Why does this obviously Anglo import–which now testifies to a process of going native like Peruvians with the last names of Bayley, Bryce, and Peel, among many others from Avalon–now have such a different meaning from its US English cognate? Instead of a midday meal it speaks to a snack in the late afternoon.
The popular Peruvian writer, Martha Hildebrand argues this is because the word lunch in English meant a light meal. When I read this my Anglo hackles raised. A lunch does not have to be light, it just has to be in the middle of the day. I thought of all the relatively heavy meals served then, as well as the many times we just grab a sandwich. The size of the meals is just not important to the current definition.
So I looked to see the history of meaning of the English word. Hildebrand is right, darnit. Evidently the word comes from luncheon and did mean a light meal or snack, although it tended to be eaten in the north between a heavy breakfast and a large evening meal. (Even stranger, some scholars think the word originated with the Spanish word lonjas, or thin slices, of something like meat. This just gets weird. A word I know as stereotypically English, may have originally come from Spanish, and has now returned to Spanish where it coexists with its genitrex? Language is so strange!)
In Peru, if HIldebrand is correct, then the word focused on the smallness of the lunch and connected it with English tea, not the drink but the time and meal.

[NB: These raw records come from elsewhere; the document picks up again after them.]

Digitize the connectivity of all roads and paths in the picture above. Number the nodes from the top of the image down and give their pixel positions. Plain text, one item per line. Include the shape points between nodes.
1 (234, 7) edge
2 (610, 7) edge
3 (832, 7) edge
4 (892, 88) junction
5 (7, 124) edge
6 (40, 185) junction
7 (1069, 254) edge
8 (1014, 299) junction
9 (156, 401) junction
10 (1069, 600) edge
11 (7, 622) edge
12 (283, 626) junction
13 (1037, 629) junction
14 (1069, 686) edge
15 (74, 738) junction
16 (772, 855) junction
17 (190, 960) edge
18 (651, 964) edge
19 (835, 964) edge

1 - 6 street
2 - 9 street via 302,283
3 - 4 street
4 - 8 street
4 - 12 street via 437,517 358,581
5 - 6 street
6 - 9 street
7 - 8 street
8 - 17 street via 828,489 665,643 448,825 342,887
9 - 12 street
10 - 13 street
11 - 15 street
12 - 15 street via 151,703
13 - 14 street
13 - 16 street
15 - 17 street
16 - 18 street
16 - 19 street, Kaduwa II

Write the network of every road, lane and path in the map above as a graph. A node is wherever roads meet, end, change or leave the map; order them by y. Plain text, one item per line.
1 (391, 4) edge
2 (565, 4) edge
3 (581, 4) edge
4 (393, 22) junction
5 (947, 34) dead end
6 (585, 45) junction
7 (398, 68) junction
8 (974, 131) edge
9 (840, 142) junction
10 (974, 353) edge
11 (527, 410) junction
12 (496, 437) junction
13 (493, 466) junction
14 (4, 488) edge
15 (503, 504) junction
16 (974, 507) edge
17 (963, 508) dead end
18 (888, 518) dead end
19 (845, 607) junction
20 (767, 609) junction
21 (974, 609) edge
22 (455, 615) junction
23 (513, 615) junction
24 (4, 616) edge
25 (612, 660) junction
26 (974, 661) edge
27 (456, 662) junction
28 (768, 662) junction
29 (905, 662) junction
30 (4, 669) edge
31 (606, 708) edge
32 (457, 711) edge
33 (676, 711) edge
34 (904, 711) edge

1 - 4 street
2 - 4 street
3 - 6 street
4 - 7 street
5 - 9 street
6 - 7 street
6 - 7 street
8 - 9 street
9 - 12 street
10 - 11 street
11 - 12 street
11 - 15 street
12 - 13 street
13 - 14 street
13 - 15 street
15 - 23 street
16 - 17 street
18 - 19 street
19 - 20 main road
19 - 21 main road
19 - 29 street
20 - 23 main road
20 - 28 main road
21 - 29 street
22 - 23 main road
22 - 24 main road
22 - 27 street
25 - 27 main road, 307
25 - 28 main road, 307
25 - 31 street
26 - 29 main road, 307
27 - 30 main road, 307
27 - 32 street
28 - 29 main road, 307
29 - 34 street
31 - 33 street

So I looked up meal times. It looks like both lunch and tea are products of the Industrial revolution that with new work regimes not only removed people from the land and disciplined them, but also gave them new times of eating and new styles of food, such as sandwiches and tea. The idea of tea time seems to have developed in England around the time Bolivar and San Martin came from the north and south to slice Peru from the Spanish body.
As a result, Peruvians needed new words for new things, like the time of taking tea, and of eating a light meal, since they continued with their inherited, Mediterranean custom of a heavy meal eaten in the early afternoon.
So the word lunch, reformed with a Spanish pronunciation, seems to have become the word for this new, mercantile, capitalist, minimalist meal and time.
But tea came as a bourgeois custom, one of the British bosses. How did it become generalized into the lives of ordinary Peruvians and present throughout urban Peru at least?
To explain that, I think, we will have to rely–in the absence of long research in the archives–on the idea that lonche must have spread with the urbanization of the country, the development of a mass society, and the strong growth of patriotism and nationalism all in the twentieth century.
For example, there is even a popular radio program called the hour of lonchesito, that is an endearing lonche, from Radio Felicidad to entertain people around five pm. It plays romantic and nostalgic songs “of memory”. As a result, a researcher would want to look at the role of radio and programs like this, as well as of other mass media, in creating this part of national culinary culture.
But there is more. In Cuzco, a lonche can be at any time five pm or so and after. It refers to the hot drink people consume then, as the sun sets and the cold of night starts, along with something else.
The drinks can be a coffee, a hot chocolate, a tea, or one of the ponches (hot ground toasted bean or nut drinks) of Cuzco. The rest can include any of Cuzco’s breads of pastries, in addition to a tamale, an huminta, a savory or sweet empanada, or a small meal, such as one of leftovers from the mid-day repast.
In Cuzco the lonche becomes Andean again. And, it also runs up against the custom of going to a chicheria at this time for a glass of the fermented corn beverage and sometimes a small uchu, or picante, a modest dish of some savory concoction. These two, the chichería and the lonche are distinctly not the same, even if they occupy the same time frame.
That meeting of the English lunch and the Quechua chicha, however, will have to be a meditative task for another day.